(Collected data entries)
○ ○ ○ ○

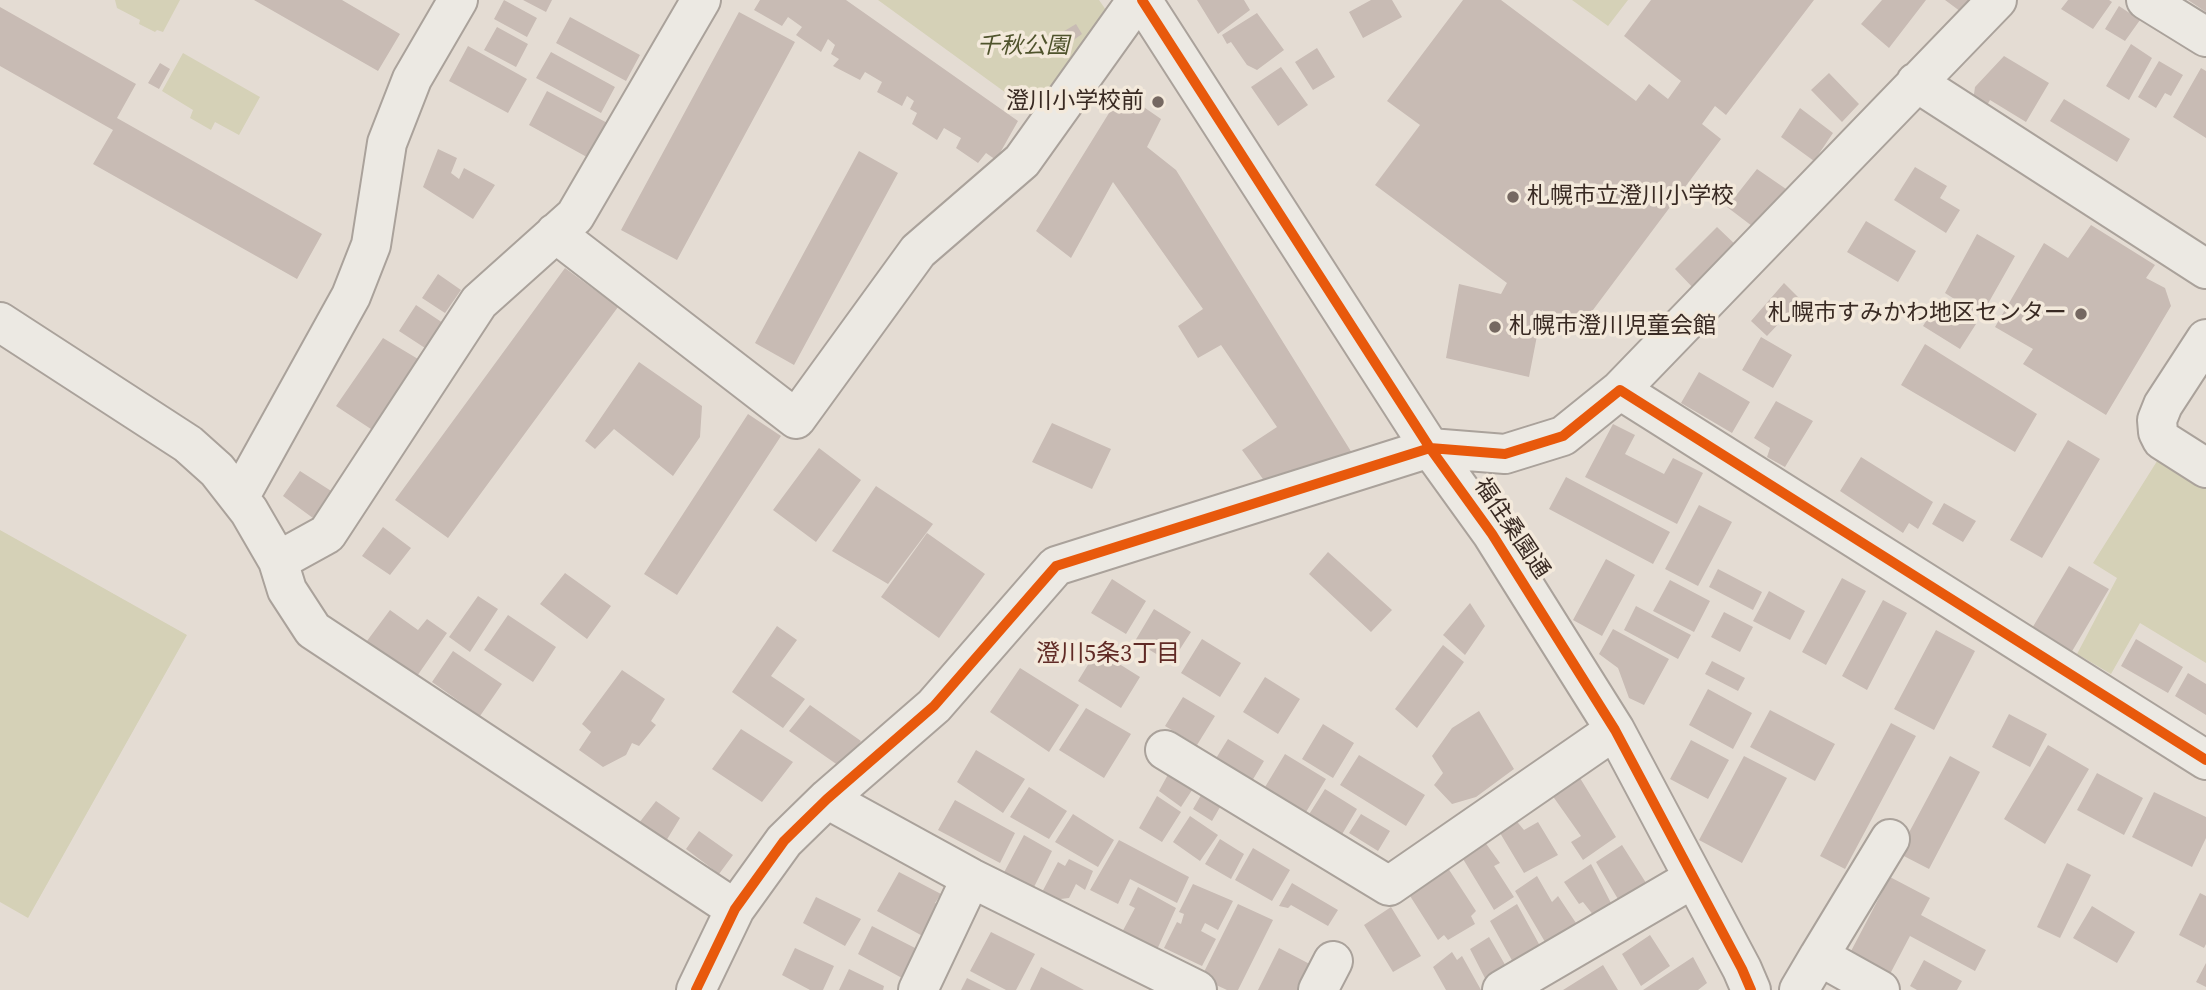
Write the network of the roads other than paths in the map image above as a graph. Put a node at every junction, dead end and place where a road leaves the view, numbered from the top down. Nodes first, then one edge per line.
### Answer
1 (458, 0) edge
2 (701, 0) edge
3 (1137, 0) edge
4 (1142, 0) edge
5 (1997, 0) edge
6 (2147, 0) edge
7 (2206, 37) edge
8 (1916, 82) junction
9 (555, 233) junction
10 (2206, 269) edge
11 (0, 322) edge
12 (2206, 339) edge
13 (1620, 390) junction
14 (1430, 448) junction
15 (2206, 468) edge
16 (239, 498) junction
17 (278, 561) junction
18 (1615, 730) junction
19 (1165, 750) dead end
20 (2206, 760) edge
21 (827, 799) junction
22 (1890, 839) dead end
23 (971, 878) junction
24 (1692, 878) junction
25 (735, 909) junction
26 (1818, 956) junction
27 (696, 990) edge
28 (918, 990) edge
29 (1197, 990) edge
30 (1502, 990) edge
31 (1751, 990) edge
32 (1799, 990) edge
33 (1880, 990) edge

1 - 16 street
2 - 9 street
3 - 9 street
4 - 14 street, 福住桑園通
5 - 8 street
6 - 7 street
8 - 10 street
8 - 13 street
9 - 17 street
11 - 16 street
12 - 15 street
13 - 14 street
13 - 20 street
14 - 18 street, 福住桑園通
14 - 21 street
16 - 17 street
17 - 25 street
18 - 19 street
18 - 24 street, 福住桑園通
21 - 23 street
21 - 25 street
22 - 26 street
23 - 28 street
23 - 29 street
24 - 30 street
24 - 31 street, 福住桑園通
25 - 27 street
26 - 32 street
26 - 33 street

○ ○ ○ ○

### WORK TO COMPLETE:
Repeat the lines above precisely and skip every picture.

### OUTPUT:
Write the network of the roads other than paths in the map image above as a graph. Put a node at every junction, dead end and place where a road leaves the view, numbered from the top down. Nodes first, then one edge per line.
### Answer
1 (458, 0) edge
2 (701, 0) edge
3 (1137, 0) edge
4 (1142, 0) edge
5 (1997, 0) edge
6 (2147, 0) edge
7 (2206, 37) edge
8 (1916, 82) junction
9 (555, 233) junction
10 (2206, 269) edge
11 (0, 322) edge
12 (2206, 339) edge
13 (1620, 390) junction
14 (1430, 448) junction
15 (2206, 468) edge
16 (239, 498) junction
17 (278, 561) junction
18 (1615, 730) junction
19 (1165, 750) dead end
20 (2206, 760) edge
21 (827, 799) junction
22 (1890, 839) dead end
23 (971, 878) junction
24 (1692, 878) junction
25 (735, 909) junction
26 (1818, 956) junction
27 (696, 990) edge
28 (918, 990) edge
29 (1197, 990) edge
30 (1502, 990) edge
31 (1751, 990) edge
32 (1799, 990) edge
33 (1880, 990) edge

1 - 16 street
2 - 9 street
3 - 9 street
4 - 14 street, 福住桑園通
5 - 8 street
6 - 7 street
8 - 10 street
8 - 13 street
9 - 17 street
11 - 16 street
12 - 15 street
13 - 14 street
13 - 20 street
14 - 18 street, 福住桑園通
14 - 21 street
16 - 17 street
17 - 25 street
18 - 19 street
18 - 24 street, 福住桑園通
21 - 23 street
21 - 25 street
22 - 26 street
23 - 28 street
23 - 29 street
24 - 30 street
24 - 31 street, 福住桑園通
25 - 27 street
26 - 32 street
26 - 33 street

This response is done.